That bit is taken from a place elsewhere in the file -- I guess it's
that way to keep everything on the same line.  But in the final
submission, I'll split up the line as I've done the others below.

> > +	if (vp_dev->msix_used_vectors)
> > +		iowrite16(vp_dev->msix_used_vectors,
> > +			  vp_dev->ioaddr + VIRTIO_MSI_CONFIG_VECTOR);
> 
> I think this is wrong, msix_used_vectors is a counter not a vector
> number, try with 2 vectors and it will break I think: this is shared
> vectors configuration.  We just never had a need to remember the config
> vector number, either do remember it, or rely on the fact that it is
> always 0 in our code: and maybe add BUG_ON in vp_request_msix_vectors
> where it is first assigned. The condition would simply be
> msix_enabled.

Yes, I hadn't paid attention to MSI, this helps -- I'll adjust the code
accordingly.

> > +
> > +	spin_lock_irqsave(&vp_dev->lock, flags);
> > +	list_for_each_entry(info, &vp_dev->virtqueues, node) {
> > +		/* Select the queue we're interested in */
> > +		iowrite16(info->queue_index,
> > +			  vp_dev->ioaddr + VIRTIO_PCI_QUEUE_SEL);
> > +
> > +		/* Update the last idx we sent data in */
> > +		iowrite16(virtqueue_get_avail_idx(info->vq),
> > +			  vp_dev->ioaddr + VIRTIO_PCI_AVAIL_IDX);
> 
> Interesting. Could we just reset the ring instead?
> I think this would also solve the qemu problem you
> outline, won't it?

The problem here is qemu doesn't "know" we went into suspend and came
out of it.  When going to suspend, qemu could've received a kick
notification and would've been just about to process some queue entries.
Now when we resume and reset the ring, qemu could crash anyway seeing
invalid index values.  I think that's happening now anyway.
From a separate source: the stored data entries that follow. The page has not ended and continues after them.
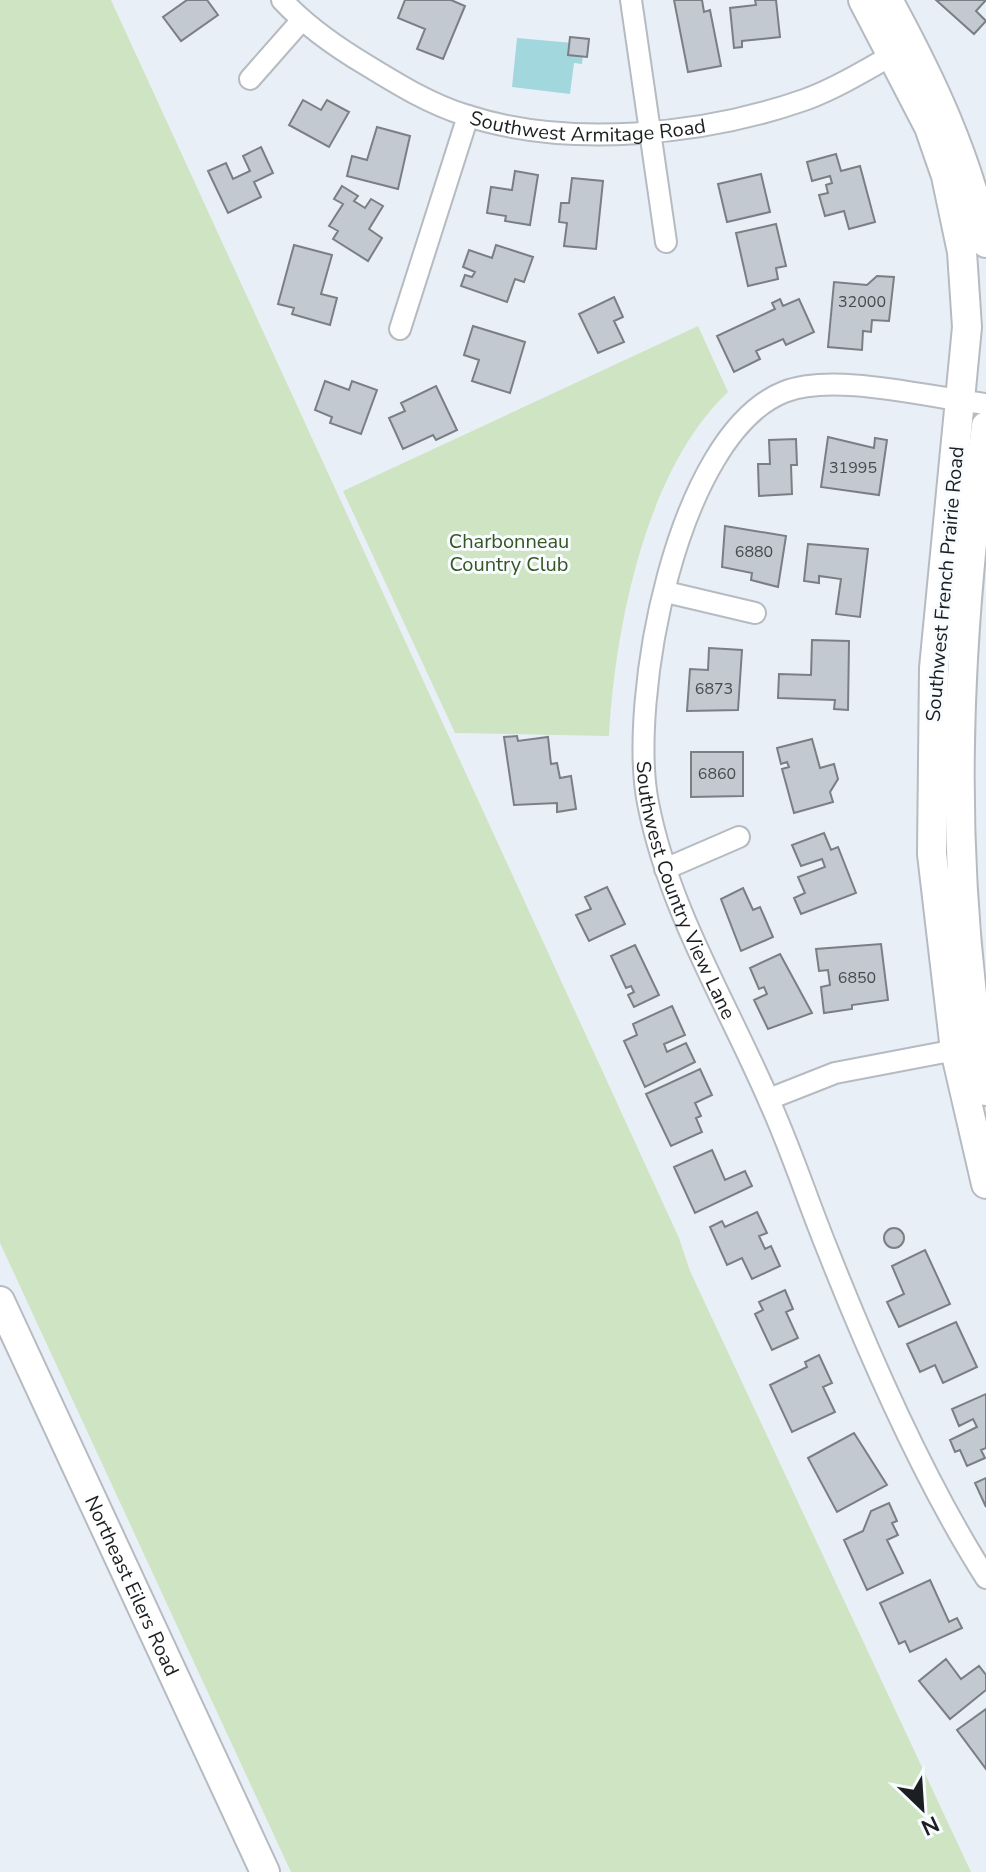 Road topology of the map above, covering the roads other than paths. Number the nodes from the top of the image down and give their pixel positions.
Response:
1 (282, 0) edge
2 (631, 0) edge
3 (863, 0) edge
4 (888, 0) edge
5 (301, 21) junction
6 (903, 49) junction
7 (250, 79) dead end
8 (468, 116) junction
9 (652, 132) junction
10 (666, 242) dead end
11 (986, 243) edge
12 (400, 329) dead end
13 (974, 402) edge
14 (986, 426) edge
15 (666, 592) junction
16 (755, 613) dead end
17 (739, 837) dead end
18 (665, 869) junction
19 (973, 1047) edge
20 (986, 1091) edge
21 (769, 1099) junction
22 (986, 1184) edge
23 (0, 1301) edge
24 (986, 1578) edge
25 (265, 1872) edge

1 - 5 street, Southwest Armitage Road
2 - 9 street
3 - 6 street, Southwest French Prairie Road
4 - 6 street, Southwest French Prairie Road
5 - 7 street
5 - 8 street, Southwest Armitage Road
6 - 9 street, Southwest Armitage Road
6 - 11 street, Southwest French Prairie Road
6 - 13 street, Southwest French Prairie Road
8 - 9 street, Southwest Armitage Road
8 - 12 street
9 - 10 street
13 - 15 street, Southwest Country View Lane
13 - 19 street, Southwest French Prairie Road
14 - 19 street, Southwest French Prairie Road
15 - 16 street
15 - 18 street, Southwest Country View Lane
17 - 18 street
18 - 21 street, Southwest Country View Lane
19 - 20 street, Southwest French Prairie Road
19 - 21 street
19 - 22 street, Southwest French Prairie Road
21 - 24 street, Southwest Country View Lane
23 - 25 street, Northeast Eilers Road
However, I think the current qemu problem I have might be related to me
not introducing memory barriers here.

> > +		if (info->msix_vector != VIRTIO_MSI_NO_VECTOR) {
> > +			iowrite16(info->msix_vector,
> > +				  vp_dev->ioaddr + VIRTIO_MSI_QUEUE_VECTOR);
> > +		}
> 
> actually it's probably better to write msix_vector if it is
> VIRTIO_MSI_NO_VECTOR as well, just to make sure
> we are in a known state.  The condition
> should be that msix is enabled in the device.
> 
> Further, please read the value back and verify that it was
> written successfully: on error you get VIRTIO_MSI_NO_VECTOR.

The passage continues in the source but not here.